* **Problem to work on**: Take every line from the material that has the word "index" in it.
--*--
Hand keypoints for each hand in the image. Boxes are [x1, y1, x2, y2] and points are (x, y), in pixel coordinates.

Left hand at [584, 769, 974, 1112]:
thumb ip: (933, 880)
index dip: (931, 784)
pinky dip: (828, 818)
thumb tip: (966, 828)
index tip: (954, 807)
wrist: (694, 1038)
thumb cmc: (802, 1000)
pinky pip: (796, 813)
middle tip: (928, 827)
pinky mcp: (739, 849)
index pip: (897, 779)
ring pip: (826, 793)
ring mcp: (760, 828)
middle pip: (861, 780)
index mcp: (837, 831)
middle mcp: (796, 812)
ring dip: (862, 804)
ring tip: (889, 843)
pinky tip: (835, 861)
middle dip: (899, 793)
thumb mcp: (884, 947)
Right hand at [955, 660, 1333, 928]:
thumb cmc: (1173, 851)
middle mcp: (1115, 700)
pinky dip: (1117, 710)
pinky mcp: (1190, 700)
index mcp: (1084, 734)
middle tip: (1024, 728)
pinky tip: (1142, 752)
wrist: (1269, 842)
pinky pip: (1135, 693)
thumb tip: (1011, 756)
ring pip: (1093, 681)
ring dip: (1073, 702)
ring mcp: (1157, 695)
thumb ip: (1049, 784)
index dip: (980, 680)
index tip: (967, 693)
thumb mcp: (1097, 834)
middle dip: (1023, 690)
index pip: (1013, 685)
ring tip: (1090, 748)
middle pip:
--*--
* **Output below**:
index dip: (931, 784)
index tip: (954, 807)
index pip: (897, 779)
index mcp: (837, 831)
index mcp: (1084, 734)
index dip: (980, 680)
index tip: (967, 693)
index pip: (1013, 685)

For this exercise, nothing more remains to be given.